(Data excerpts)
= Beginning of Section =

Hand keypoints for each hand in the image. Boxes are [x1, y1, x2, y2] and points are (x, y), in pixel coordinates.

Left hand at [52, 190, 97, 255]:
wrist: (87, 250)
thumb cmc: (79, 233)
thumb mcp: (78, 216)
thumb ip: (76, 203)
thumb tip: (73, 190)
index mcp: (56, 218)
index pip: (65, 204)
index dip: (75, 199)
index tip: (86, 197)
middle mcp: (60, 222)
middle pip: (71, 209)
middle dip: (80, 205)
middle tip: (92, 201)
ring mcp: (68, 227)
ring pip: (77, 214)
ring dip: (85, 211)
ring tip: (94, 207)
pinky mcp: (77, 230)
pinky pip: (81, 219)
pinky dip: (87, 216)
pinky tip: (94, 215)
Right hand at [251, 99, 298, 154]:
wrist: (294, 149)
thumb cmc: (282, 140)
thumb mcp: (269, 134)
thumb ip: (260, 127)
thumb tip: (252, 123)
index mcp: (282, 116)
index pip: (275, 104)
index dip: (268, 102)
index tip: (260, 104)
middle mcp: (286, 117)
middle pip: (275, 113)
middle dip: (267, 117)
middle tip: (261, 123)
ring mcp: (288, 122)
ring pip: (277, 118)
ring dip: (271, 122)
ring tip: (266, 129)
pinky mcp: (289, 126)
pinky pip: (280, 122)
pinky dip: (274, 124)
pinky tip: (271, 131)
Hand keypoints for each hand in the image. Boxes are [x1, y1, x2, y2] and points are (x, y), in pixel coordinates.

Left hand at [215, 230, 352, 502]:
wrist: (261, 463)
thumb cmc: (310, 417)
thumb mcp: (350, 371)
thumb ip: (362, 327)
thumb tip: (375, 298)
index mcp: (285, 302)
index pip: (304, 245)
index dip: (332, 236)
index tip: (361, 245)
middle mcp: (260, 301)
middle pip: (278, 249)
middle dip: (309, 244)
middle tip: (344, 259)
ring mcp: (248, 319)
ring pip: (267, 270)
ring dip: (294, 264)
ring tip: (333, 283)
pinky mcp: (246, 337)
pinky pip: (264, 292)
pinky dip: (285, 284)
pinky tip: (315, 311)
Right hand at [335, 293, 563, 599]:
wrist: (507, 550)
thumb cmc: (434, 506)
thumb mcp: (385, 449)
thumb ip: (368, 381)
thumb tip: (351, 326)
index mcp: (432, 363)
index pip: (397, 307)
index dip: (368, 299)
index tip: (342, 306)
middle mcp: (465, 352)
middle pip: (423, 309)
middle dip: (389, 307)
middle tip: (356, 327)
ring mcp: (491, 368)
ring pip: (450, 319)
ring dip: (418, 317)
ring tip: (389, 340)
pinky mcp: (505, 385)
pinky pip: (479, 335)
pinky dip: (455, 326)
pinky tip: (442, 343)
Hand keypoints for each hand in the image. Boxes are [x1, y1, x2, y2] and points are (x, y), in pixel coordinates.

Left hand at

= End of Section =
= Beginning of Section =

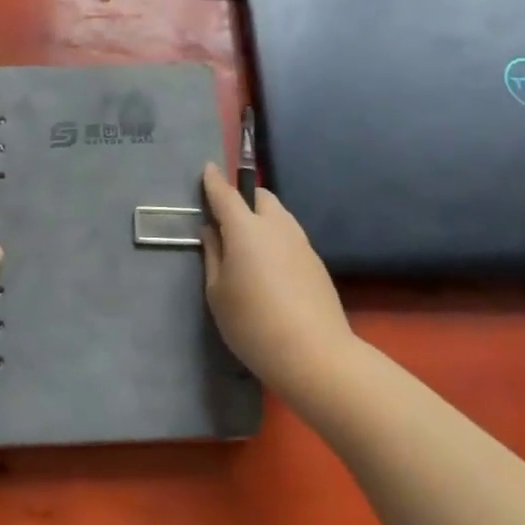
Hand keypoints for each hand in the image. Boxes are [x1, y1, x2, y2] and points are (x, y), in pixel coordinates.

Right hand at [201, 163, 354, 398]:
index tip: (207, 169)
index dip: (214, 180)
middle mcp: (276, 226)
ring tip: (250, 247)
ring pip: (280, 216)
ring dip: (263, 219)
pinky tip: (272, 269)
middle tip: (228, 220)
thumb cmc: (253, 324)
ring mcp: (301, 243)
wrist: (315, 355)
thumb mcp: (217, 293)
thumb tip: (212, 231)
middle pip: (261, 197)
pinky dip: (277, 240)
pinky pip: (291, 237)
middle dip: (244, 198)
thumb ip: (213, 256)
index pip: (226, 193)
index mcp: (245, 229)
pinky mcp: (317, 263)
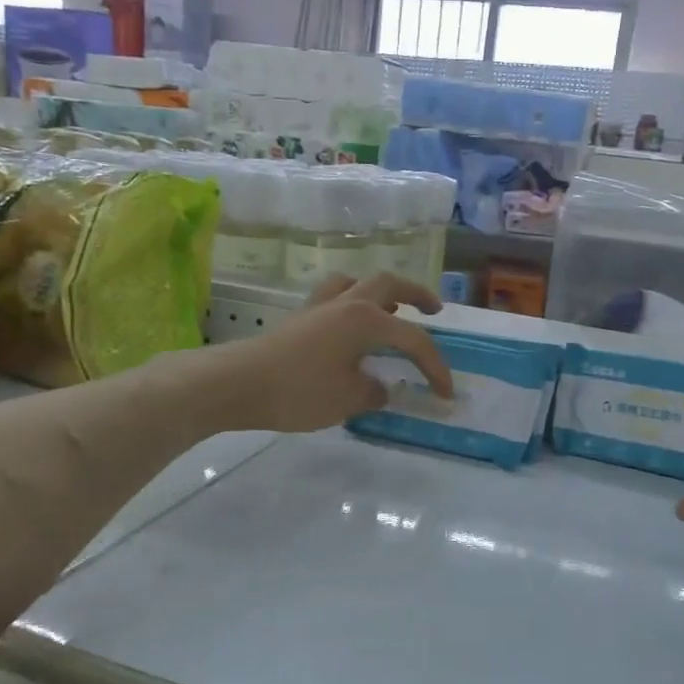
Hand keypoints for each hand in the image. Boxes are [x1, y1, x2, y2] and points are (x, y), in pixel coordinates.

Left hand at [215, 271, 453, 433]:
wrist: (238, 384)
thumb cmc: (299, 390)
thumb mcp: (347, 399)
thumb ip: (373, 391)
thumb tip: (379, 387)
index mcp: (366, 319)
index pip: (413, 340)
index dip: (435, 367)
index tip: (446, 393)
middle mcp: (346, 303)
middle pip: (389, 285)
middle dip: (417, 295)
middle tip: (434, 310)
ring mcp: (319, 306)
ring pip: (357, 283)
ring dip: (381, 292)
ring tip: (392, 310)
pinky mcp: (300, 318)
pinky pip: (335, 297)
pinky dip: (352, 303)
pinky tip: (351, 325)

= End of Section =

What is required.
Pull out every line in the data above that has the word "Left".

Finished exercise.
Left hand at [52, 190, 97, 255]:
Left hand at [215, 230, 352, 502]:
Left hand at
Left hand at [215, 271, 453, 433]:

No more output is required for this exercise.